ACID attributes include atomicity, consistency, isolation and durability, and are the cornerstone of database design. 1. Atomicity ensures that the transaction is either completely successful or completely failed. 2. Consistency ensures that the database remains consistent before and after a transaction. 3. Isolation ensures that transactions do not interfere with each other. 4. Persistence ensures that data is permanently saved after transaction submission.

MySQL is not only a database management system (DBMS) but also closely related to programming languages. 1) As a DBMS, MySQL is used to store, organize and retrieve data, and optimizing indexes can improve query performance. 2) Combining SQL with programming languages, embedded in Python, using ORM tools such as SQLAlchemy can simplify operations. 3) Performance optimization includes indexing, querying, caching, library and table division and transaction management.

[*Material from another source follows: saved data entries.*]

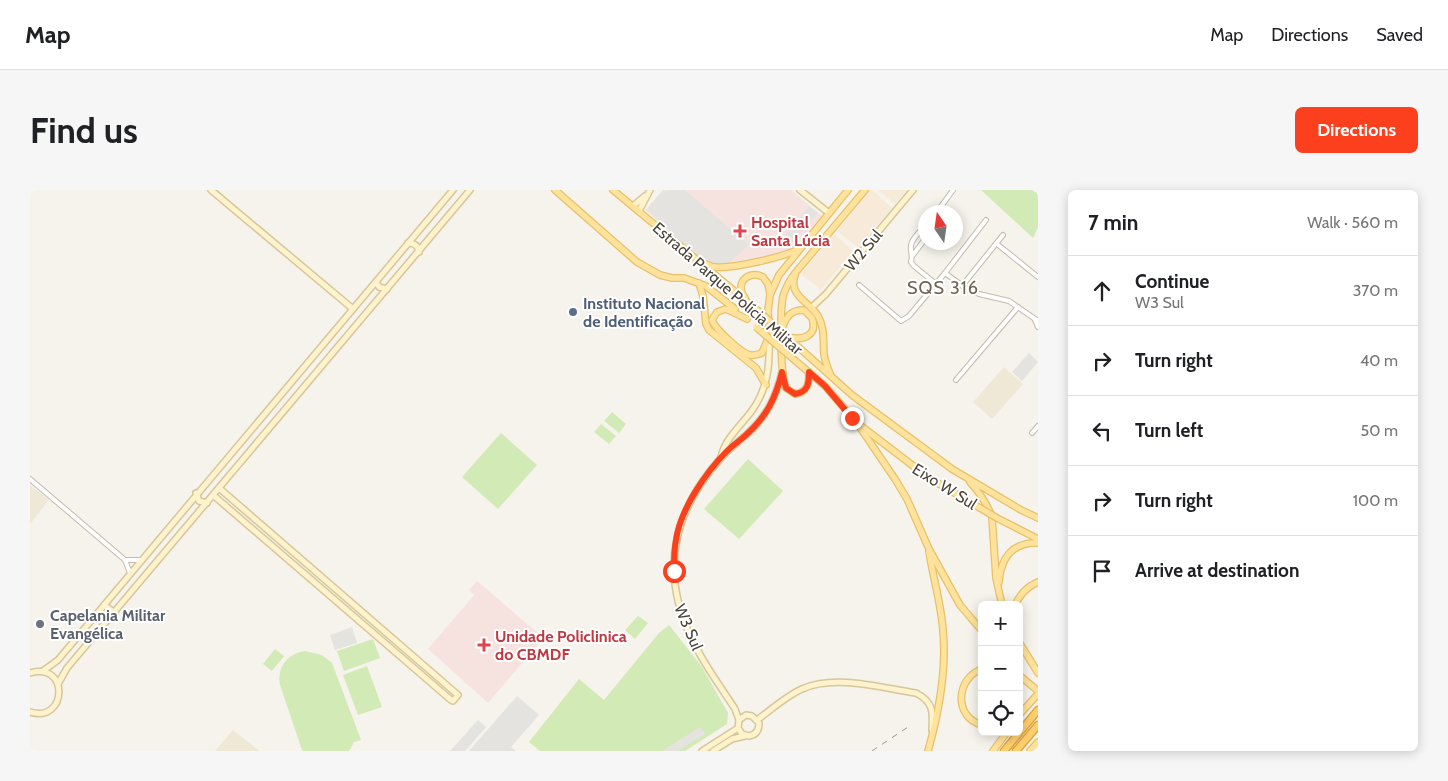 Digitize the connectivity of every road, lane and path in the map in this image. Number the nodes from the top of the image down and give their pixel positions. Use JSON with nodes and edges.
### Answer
{"nodes":[{"id":1,"x":211,"y":190,"type":"edge"},
{"id":2,"x":453,"y":190,"type":"edge"},
{"id":3,"x":470,"y":190,"type":"edge"},
{"id":4,"x":554,"y":190,"type":"edge"},
{"id":5,"x":613,"y":190,"type":"edge"},
{"id":6,"x":800,"y":190,"type":"edge"},
{"id":7,"x":848,"y":190,"type":"edge"},
{"id":8,"x":865,"y":190,"type":"edge"},
{"id":9,"x":913,"y":190,"type":"edge"},
{"id":10,"x":953,"y":190,"type":"edge"},
{"id":11,"x":648,"y":192,"type":"edge"},
{"id":12,"x":841,"y":198,"type":"junction"},
{"id":13,"x":941,"y":205,"type":"edge"},
{"id":14,"x":633,"y":206,"type":"junction"},
{"id":15,"x":850,"y":208,"type":"junction"},
{"id":16,"x":639,"y":211,"type":"junction"},
{"id":17,"x":829,"y":213,"type":"junction"},
{"id":18,"x":986,"y":220,"type":"dead end"},
{"id":19,"x":918,"y":234,"type":"edge"},
{"id":20,"x":1003,"y":235,"type":"dead end"},
{"id":21,"x":408,"y":243,"type":"junction"},
{"id":22,"x":997,"y":244,"type":"junction"},
{"id":23,"x":803,"y":246,"type":"junction"},
{"id":24,"x":918,"y":249,"type":"edge"},
{"id":25,"x":418,"y":252,"type":"junction"},
{"id":26,"x":913,"y":255,"type":"junction"},
{"id":27,"x":693,"y":257,"type":"junction"},
{"id":28,"x":796,"y":272,"type":"junction"},
{"id":29,"x":945,"y":272,"type":"junction"},
{"id":30,"x":1038,"y":277,"type":"edge"},
{"id":31,"x":376,"y":282,"type":"junction"},
{"id":32,"x":699,"y":283,"type":"junction"},
{"id":33,"x":936,"y":284,"type":"junction"},
{"id":34,"x":859,"y":286,"type":"dead end"},
{"id":35,"x":962,"y":286,"type":"junction"},
{"id":36,"x":387,"y":290,"type":"junction"},
{"id":37,"x":770,"y":295,"type":"junction"},
{"id":38,"x":751,"y":305,"type":"junction"},
{"id":39,"x":1018,"y":306,"type":"junction"},
{"id":40,"x":811,"y":308,"type":"junction"},
{"id":41,"x":353,"y":309,"type":"junction"},
{"id":42,"x":747,"y":319,"type":"junction"},
{"id":43,"x":1036,"y":319,"type":"edge"},
{"id":44,"x":1038,"y":327,"type":"edge"},
{"id":45,"x":782,"y":328,"type":"junction"},
{"id":46,"x":768,"y":336,"type":"junction"},
{"id":47,"x":787,"y":336,"type":"junction"},
{"id":48,"x":314,"y":356,"type":"junction"},
{"id":49,"x":323,"y":366,"type":"junction"},
{"id":50,"x":807,"y":371,"type":"junction"},
{"id":51,"x":782,"y":372,"type":"junction"},
{"id":52,"x":832,"y":378,"type":"junction"},
{"id":53,"x":956,"y":380,"type":"dead end"},
{"id":54,"x":766,"y":385,"type":"junction"},
{"id":55,"x":857,"y":424,"type":"junction"},
{"id":56,"x":1038,"y":426,"type":"edge"},
{"id":57,"x":1032,"y":433,"type":"dead end"},
{"id":58,"x":241,"y":442,"type":"junction"},
{"id":59,"x":250,"y":450,"type":"junction"},
{"id":60,"x":720,"y":458,"type":"junction"},
{"id":61,"x":963,"y":476,"type":"junction"},
{"id":62,"x":30,"y":479,"type":"edge"},
{"id":63,"x":219,"y":488,"type":"junction"},
{"id":64,"x":196,"y":493,"type":"junction"},
{"id":65,"x":213,"y":495,"type":"junction"},
{"id":66,"x":207,"y":502,"type":"junction"},
{"id":67,"x":246,"y":512,"type":"junction"},
{"id":68,"x":1038,"y":518,"type":"edge"},
{"id":69,"x":243,"y":521,"type":"junction"},
{"id":70,"x":1038,"y":541,"type":"edge"},
{"id":71,"x":289,"y":550,"type":"junction"},
{"id":72,"x":283,"y":556,"type":"junction"},
{"id":73,"x":125,"y":560,"type":"junction"},
{"id":74,"x":141,"y":560,"type":"junction"},
{"id":75,"x":934,"y":564,"type":"junction"},
{"id":76,"x":130,"y":573,"type":"junction"},
{"id":77,"x":1038,"y":582,"type":"edge"},
{"id":78,"x":339,"y":593,"type":"junction"},
{"id":79,"x":999,"y":596,"type":"junction"},
{"id":80,"x":334,"y":599,"type":"junction"},
{"id":81,"x":1001,"y":601,"type":"edge"},
{"id":82,"x":1017,"y":601,"type":"edge"},
{"id":83,"x":104,"y":604,"type":"junction"},
{"id":84,"x":115,"y":613,"type":"junction"},
{"id":85,"x":978,"y":627,"type":"edge"},
{"id":86,"x":389,"y":636,"type":"junction"},
{"id":87,"x":385,"y":642,"type":"junction"},
{"id":88,"x":1021,"y":646,"type":"edge"},
{"id":89,"x":43,"y":671,"type":"junction"},
{"id":90,"x":978,"y":671,"type":"edge"},
{"id":91,"x":30,"y":673,"type":"edge"},
{"id":92,"x":1038,"y":673,"type":"edge"},
{"id":93,"x":1023,"y":678,"type":"edge"},
{"id":94,"x":58,"y":684,"type":"junction"},
{"id":95,"x":449,"y":688,"type":"junction"},
{"id":96,"x":1038,"y":692,"type":"edge"},
{"id":97,"x":443,"y":693,"type":"junction"},
{"id":98,"x":735,"y":709,"type":"junction"},
{"id":99,"x":1038,"y":710,"type":"edge"},
{"id":100,"x":1023,"y":712,"type":"edge"},
{"id":101,"x":31,"y":713,"type":"edge"},
{"id":102,"x":746,"y":715,"type":"junction"},
{"id":103,"x":739,"y":720,"type":"junction"},
{"id":104,"x":757,"y":720,"type":"junction"},
{"id":105,"x":978,"y":724,"type":"edge"},
{"id":106,"x":1038,"y":725,"type":"edge"},
{"id":107,"x":738,"y":728,"type":"junction"},
{"id":108,"x":745,"y":736,"type":"junction"},
{"id":109,"x":1004,"y":736,"type":"edge"},
{"id":110,"x":932,"y":738,"type":"junction"},
{"id":111,"x":1038,"y":742,"type":"edge"},
{"id":112,"x":702,"y":751,"type":"edge"},
{"id":113,"x":713,"y":751,"type":"edge"},
{"id":114,"x":928,"y":751,"type":"edge"},
{"id":115,"x":993,"y":751,"type":"edge"},
{"id":116,"x":1004,"y":751,"type":"edge"},
{"id":117,"x":1016,"y":751,"type":"edge"},
{"id":118,"x":1030,"y":751,"type":"edge"},
{"id":119,"x":1037,"y":751,"type":"edge"}],
"edges":[{"from":1,"to":41,"type":"street"},
{"from":2,"to":21,"type":"street"},
{"from":3,"to":25,"type":"street"},
{"from":4,"to":32,"type":"main road","name":"Estrada Parque Polícia Militar"},
{"from":5,"to":14,"type":"main road","name":"Estrada Parque Polícia Militar"},
{"from":6,"to":17,"type":"street"},
{"from":7,"to":12,"type":"main road","name":"W3 Sul"},
{"from":8,"to":15,"type":"main road","name":"W3 Sul"},
{"from":9,"to":40,"type":"street","name":"W2 Sul"},
{"from":10,"to":13,"type":"street"},
{"from":11,"to":14,"type":"street"},
{"from":11,"to":16,"type":"street"},
{"from":12,"to":15,"type":"main road"},
{"from":12,"to":17,"type":"main road","name":"W3 Sul"},
{"from":14,"to":16,"type":"main road","name":"Estrada Parque Polícia Militar"},
{"from":15,"to":28,"type":"main road","name":"W3 Sul"},
{"from":16,"to":27,"type":"main road","name":"Estrada Parque Polícia Militar"},
{"from":17,"to":23,"type":"main road","name":"W3 Sul"},
{"from":18,"to":29,"type":"street"},
{"from":19,"to":26,"type":"street"},
{"from":20,"to":22,"type":"street"},
{"from":21,"to":25,"type":"street"},
{"from":21,"to":31,"type":"street"},
{"from":22,"to":30,"type":"street"},
{"from":22,"to":35,"type":"street"},
{"from":23,"to":27,"type":"main road"},
{"from":23,"to":37,"type":"main road","name":"W3 Sul"},
{"from":24,"to":26,"type":"street"},
{"from":25,"to":36,"type":"street"},
{"from":26,"to":33,"type":"street"},
{"from":27,"to":38,"type":"main road","name":"Estrada Parque Polícia Militar"},
{"from":28,"to":40,"type":"main road"},
{"from":28,"to":45,"type":"main road","name":"W3 Sul"},
{"from":29,"to":33,"type":"street"},
{"from":29,"to":35,"type":"street"},
{"from":31,"to":36,"type":"street"},
{"from":31,"to":41,"type":"street"},
{"from":32,"to":42,"type":"main road","name":"Estrada Parque Polícia Militar"},
{"from":32,"to":54,"type":"main road"},
{"from":33,"to":34,"type":"street"},
{"from":35,"to":39,"type":"street"},
{"from":36,"to":49,"type":"street"},
{"from":37,"to":38,"type":"main road"},
{"from":37,"to":46,"type":"main road","name":"W3 Sul"},
{"from":38,"to":47,"type":"main road","name":"Estrada Parque Polícia Militar","bridge":true},
{"from":39,"to":43,"type":"street"},
{"from":39,"to":53,"type":"street"},
{"from":40,"to":52,"type":"main road"},
{"from":41,"to":48,"type":"street"},
{"from":42,"to":46,"type":"main road"},
{"from":42,"to":50,"type":"main road","name":"Estrada Parque Polícia Militar","bridge":true},
{"from":43,"to":44,"type":"street"},
{"from":45,"to":47,"type":"main road"},
{"from":45,"to":51,"type":"main road","name":"W3 Sul"},
{"from":46,"to":54,"type":"street","name":"W3 Sul"},
{"from":47,"to":52,"type":"main road","name":"Estrada Parque Polícia Militar"},
{"from":48,"to":49,"type":"street"},
{"from":48,"to":58,"type":"street"},
{"from":49,"to":59,"type":"street"},
{"from":50,"to":51,"type":"main road"},
{"from":50,"to":55,"type":"main road","name":"Estrada Parque Polícia Militar"},
{"from":51,"to":60,"type":"street","name":"W3 Sul"},
{"from":52,"to":61,"type":"main road","name":"Estrada Parque Polícia Militar"},
{"from":54,"to":60,"type":"street","name":"W3 Sul"},
{"from":55,"to":70,"type":"main road","name":"Eixo W Sul","bridge":true},
{"from":55,"to":75,"type":"main road","name":"Estrada Parque Polícia Militar"},
{"from":56,"to":57,"type":"street"},
{"from":58,"to":59,"type":"street"},
{"from":58,"to":64,"type":"street"},
{"from":59,"to":63,"type":"street"},
{"from":60,"to":98,"type":"street","name":"W3 Sul"},
{"from":61,"to":68,"type":"main road"},
{"from":61,"to":79,"type":"main road"},
{"from":62,"to":73,"type":"street"},
{"from":63,"to":65,"type":"street"},
{"from":63,"to":67,"type":"street"},
{"from":64,"to":66,"type":"street"},
{"from":64,"to":74,"type":"street"},
{"from":65,"to":66,"type":"street"},
{"from":65,"to":69,"type":"street"},
{"from":66,"to":84,"type":"street"},
{"from":67,"to":69,"type":"street"},
{"from":67,"to":71,"type":"street"},
{"from":69,"to":72,"type":"street"},
{"from":70,"to":79,"type":"main road"},
{"from":71,"to":72,"type":"street"},
{"from":71,"to":78,"type":"street"},
{"from":72,"to":80,"type":"street"},
{"from":73,"to":74,"type":"street"},
{"from":73,"to":76,"type":"street"},
{"from":74,"to":76,"type":"street"},
{"from":75,"to":85,"type":"main road","name":"Estrada Parque Polícia Militar"},
{"from":75,"to":110,"type":"main road"},
{"from":76,"to":83,"type":"street"},
{"from":77,"to":82,"type":"main road"},
{"from":78,"to":80,"type":"street"},
{"from":78,"to":86,"type":"street"},
{"from":79,"to":81,"type":"main road"},
{"from":80,"to":87,"type":"street"},
{"from":83,"to":84,"type":"street"},
{"from":83,"to":89,"type":"street"},
{"from":84,"to":94,"type":"street"},
{"from":86,"to":87,"type":"street"},
{"from":86,"to":95,"type":"street"},
{"from":87,"to":97,"type":"street"},
{"from":88,"to":92,"type":"main road"},
{"from":89,"to":91,"type":"street"},
{"from":89,"to":94,"type":"street"},
{"from":90,"to":105,"type":"main road"},
{"from":93,"to":96,"type":"main road"},
{"from":94,"to":101,"type":"street"},
{"from":95,"to":97,"type":"street"},
{"from":95,"to":97,"type":"street"},
{"from":96,"to":100,"type":"main road"},
{"from":98,"to":102,"type":"street","name":"W3 Sul"},
{"from":98,"to":103,"type":"street","name":"W3 Sul"},
{"from":99,"to":116,"type":"highway"},
{"from":102,"to":103,"type":"street"},
{"from":102,"to":104,"type":"street"},
{"from":103,"to":107,"type":"street"},
{"from":104,"to":108,"type":"street"},
{"from":104,"to":110,"type":"street"},
{"from":106,"to":117,"type":"highway"},
{"from":107,"to":108,"type":"street"},
{"from":107,"to":112,"type":"street"},
{"from":108,"to":113,"type":"street"},
{"from":109,"to":115,"type":"main road"},
{"from":110,"to":114,"type":"main road"},
{"from":111,"to":118,"type":"main road"},
{"from":111,"to":119,"type":"main road"}]}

MySQL uses SQL commands to manage data. 1. Basic commands include SELECT, INSERT, UPDATE and DELETE. 2. Advanced usage involves JOIN, subquery and aggregate functions. 3. Common errors include syntax, logic and performance issues. 4. Optimization tips include using indexes, avoiding SELECT* and using LIMIT.

MySQL is an efficient relational database management system suitable for storing and managing data. Its advantages include high-performance queries, flexible transaction processing and rich data types. In practical applications, MySQL is often used in e-commerce platforms, social networks and content management systems, but attention should be paid to performance optimization, data security and scalability.

The relationship between SQL and MySQL is the relationship between standard languages and specific implementations. 1.SQL is a standard language used to manage and operate relational databases, allowing data addition, deletion, modification and query. 2.MySQL is a specific database management system that uses SQL as its operating language and provides efficient data storage and management.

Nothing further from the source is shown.